But I didn't press the marriage business again. I simply continued to see Gertrude and to make it clear, while saying as little about it as possible, that I assumed we would be married, and finally Gertrude accepted the matter.
We continued to have frequent dates, with one odd contretemps. On May 6, I took, as usual, the streetcar that traveled in a straight line southward from two blocks east of my house to two blocks west of hers. It was a six-mile trip and took about half an hour. On this occasion, though, after the streetcar had progressed two miles, it stopped. All passengers had to get off.
I walked several blocks to the elevated train that ran on a parallel route, but it wasn't going, either. All public transportation in Brooklyn had stopped, and remained stopped for an hour.
There seemed no alternative but to walk, so that was what I did, carrying the box of candy I was taking to her. It was a four-mile walk, which was nothing for me in those days, but I was keenly aware that I was going to be late so I walked as rapidly as I could. A rapid walk of four miles brought me to Gertrude's place in a fairly broken-down condition, and I had to hand her the box of candy wordlessly and then sit down to recover.
When I was finally able to explain what had happened, Gertrude said with astonishment, "Why didn't you take a taxi?"
I might have told her that I had tried and that no taxis were available.

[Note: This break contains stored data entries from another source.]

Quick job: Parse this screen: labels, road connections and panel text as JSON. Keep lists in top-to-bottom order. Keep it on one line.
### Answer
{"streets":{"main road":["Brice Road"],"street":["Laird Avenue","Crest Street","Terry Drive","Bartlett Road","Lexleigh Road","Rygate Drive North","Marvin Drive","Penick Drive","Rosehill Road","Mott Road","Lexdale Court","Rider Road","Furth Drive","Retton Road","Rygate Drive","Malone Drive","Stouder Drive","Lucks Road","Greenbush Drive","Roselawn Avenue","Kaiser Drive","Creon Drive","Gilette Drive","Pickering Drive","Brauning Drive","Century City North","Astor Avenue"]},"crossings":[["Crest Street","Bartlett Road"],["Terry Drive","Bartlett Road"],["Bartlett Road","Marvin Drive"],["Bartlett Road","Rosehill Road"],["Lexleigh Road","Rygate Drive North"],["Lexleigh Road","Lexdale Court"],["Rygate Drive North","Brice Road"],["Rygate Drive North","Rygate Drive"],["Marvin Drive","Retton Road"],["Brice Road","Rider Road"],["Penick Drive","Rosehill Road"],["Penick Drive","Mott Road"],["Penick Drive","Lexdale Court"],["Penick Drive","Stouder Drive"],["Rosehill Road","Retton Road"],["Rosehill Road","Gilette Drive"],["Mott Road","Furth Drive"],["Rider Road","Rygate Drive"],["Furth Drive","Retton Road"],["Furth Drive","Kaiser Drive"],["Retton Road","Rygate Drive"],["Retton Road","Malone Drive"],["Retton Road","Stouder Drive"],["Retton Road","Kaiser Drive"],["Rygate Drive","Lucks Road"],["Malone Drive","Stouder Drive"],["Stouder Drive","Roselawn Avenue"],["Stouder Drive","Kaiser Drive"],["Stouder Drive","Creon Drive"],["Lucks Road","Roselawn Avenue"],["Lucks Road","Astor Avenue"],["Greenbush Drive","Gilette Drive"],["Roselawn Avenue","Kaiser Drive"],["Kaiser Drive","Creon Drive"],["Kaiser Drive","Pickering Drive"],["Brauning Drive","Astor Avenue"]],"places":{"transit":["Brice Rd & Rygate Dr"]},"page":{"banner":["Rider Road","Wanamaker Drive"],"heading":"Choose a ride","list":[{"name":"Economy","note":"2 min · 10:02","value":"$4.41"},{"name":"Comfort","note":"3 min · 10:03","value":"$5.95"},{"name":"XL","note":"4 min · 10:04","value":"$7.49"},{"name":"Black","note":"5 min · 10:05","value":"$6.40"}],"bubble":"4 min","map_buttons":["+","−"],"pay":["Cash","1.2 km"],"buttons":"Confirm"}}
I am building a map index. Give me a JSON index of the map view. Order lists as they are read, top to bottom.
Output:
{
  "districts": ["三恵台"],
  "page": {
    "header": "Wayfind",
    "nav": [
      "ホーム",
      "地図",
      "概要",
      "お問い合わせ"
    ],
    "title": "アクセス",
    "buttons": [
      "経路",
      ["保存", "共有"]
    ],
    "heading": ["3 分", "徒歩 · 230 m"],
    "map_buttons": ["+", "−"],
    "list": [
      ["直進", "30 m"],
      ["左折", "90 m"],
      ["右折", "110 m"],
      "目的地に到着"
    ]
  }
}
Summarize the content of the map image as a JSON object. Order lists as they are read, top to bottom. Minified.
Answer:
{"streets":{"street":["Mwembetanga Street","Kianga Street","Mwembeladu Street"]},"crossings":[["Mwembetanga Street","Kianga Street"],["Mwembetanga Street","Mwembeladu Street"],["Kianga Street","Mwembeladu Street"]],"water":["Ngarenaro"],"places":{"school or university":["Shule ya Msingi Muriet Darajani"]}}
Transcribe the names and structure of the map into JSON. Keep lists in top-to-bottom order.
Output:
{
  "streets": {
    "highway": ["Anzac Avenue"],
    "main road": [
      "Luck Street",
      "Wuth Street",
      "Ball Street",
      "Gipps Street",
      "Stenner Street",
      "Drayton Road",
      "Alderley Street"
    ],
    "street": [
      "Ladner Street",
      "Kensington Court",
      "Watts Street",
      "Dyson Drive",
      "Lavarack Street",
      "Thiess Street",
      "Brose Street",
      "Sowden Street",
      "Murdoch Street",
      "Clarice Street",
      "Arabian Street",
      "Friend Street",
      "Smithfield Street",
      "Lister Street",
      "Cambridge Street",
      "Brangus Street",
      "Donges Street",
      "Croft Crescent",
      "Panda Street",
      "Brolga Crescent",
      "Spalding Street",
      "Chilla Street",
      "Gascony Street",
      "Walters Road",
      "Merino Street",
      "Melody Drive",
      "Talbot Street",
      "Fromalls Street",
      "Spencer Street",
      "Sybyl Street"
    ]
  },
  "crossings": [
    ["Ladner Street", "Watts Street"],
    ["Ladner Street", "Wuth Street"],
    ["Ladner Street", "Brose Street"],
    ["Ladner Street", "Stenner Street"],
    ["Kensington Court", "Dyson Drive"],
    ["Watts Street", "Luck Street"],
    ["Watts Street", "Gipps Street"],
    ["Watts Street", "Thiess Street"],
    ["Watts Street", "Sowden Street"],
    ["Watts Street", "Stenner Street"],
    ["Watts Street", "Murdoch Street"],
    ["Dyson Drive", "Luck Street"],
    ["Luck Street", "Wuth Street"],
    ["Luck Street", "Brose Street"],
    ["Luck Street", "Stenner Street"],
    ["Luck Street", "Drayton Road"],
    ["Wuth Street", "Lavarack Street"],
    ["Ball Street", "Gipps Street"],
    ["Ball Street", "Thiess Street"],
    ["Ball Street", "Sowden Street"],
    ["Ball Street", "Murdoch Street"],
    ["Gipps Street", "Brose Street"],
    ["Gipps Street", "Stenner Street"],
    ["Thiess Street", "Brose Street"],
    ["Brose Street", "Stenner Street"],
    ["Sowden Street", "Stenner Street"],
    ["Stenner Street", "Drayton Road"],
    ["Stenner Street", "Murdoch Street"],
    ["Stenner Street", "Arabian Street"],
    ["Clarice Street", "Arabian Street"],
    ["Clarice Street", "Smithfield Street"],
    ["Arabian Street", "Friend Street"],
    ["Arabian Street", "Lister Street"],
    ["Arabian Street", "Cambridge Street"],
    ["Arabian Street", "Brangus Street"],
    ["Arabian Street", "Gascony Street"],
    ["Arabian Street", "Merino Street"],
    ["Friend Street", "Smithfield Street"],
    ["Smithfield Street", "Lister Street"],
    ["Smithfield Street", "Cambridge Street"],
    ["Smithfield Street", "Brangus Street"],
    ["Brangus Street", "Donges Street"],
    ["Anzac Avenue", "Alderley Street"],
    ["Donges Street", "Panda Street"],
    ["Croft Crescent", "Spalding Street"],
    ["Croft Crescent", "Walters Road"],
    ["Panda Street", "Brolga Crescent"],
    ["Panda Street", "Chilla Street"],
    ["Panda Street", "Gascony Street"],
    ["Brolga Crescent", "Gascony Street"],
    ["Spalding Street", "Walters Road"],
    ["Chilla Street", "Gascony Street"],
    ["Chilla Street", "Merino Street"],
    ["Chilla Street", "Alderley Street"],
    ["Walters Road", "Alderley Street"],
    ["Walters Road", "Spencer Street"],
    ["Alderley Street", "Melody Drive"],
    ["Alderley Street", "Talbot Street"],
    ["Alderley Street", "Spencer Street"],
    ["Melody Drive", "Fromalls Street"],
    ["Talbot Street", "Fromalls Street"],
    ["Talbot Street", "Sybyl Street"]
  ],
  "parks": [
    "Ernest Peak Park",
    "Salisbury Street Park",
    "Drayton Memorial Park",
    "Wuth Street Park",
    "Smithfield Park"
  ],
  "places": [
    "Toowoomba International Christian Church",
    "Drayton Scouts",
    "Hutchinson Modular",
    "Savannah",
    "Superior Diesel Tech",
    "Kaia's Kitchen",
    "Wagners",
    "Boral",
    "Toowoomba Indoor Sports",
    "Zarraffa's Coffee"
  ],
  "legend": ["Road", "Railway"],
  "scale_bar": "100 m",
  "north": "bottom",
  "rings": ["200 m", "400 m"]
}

Taxis didn't cruise much in Brooklyn, and those that did would undoubtedly find passengers at once when public transportation failed. I would have had no chance of finding one and if I told the story pathetically enough, I would have been a hero.
Once again, though, the clever lie eluded me. I told the truth— which was that taxis had never occurred to me—and all I accomplished was to give an impression of foolish miserliness.
PART IV
The War and the Army — in That Order
Philadelphia
Life in the great world outside continued without regard to my growing expectations with regard to Gertrude and a job. In the spring of 1942, the Japanese had completed their occupation of the Philippine Islands and were busily engaged in rooting the Americans out of their last foothold on Corregidor Island in Manila Bay. Elsewhere the Japanese were advancing in Burma and had about completed the occupation of Southeast Asia and the Dutch East Indies. There was even some feeling that the British might lose India.
In Europe, the Nazis had survived the Russian winter, had suffered disappointingly few territorial losses, and now they were preparing to resume their blunted blitzkrieg. The clouds were dark in all directions.
In the smaller world of writing, Campbell had made one of his periodic experiments in advancing Astounding's respectability by making it large size so that it would be displayed on the newsstands along with the slicks and so that it would get more in the way of fancy ads. It didn't work, and I hated the change myself because it upset the even line of my science-fiction-magazine collection.
In any case, several of my stories appeared in the large size. "Runaround," 1 the third of my positronic stories to appear in Astounding, was in the March 1942 issue, and "Foundation" 2 in the May 1942 issue.
I was withdrawing, somehow, from all this. I scarcely mentioned the appearance of the new stories in my diaries. Where I was not concentrating my thoughts on Gertrude, I was concentrating them on the possible job in Philadelphia.
On April 10, I made the train trip to Philadelphia for the second time in my life and worked my way out to the Navy Yard in the city's southern outskirts. I was amazed at its size, at the density of its military population, at its tight security, and at the beauty of its laboratory equipment. I was interviewed and it seemed to me clear that I would get the job. I was fingerprinted for the first time.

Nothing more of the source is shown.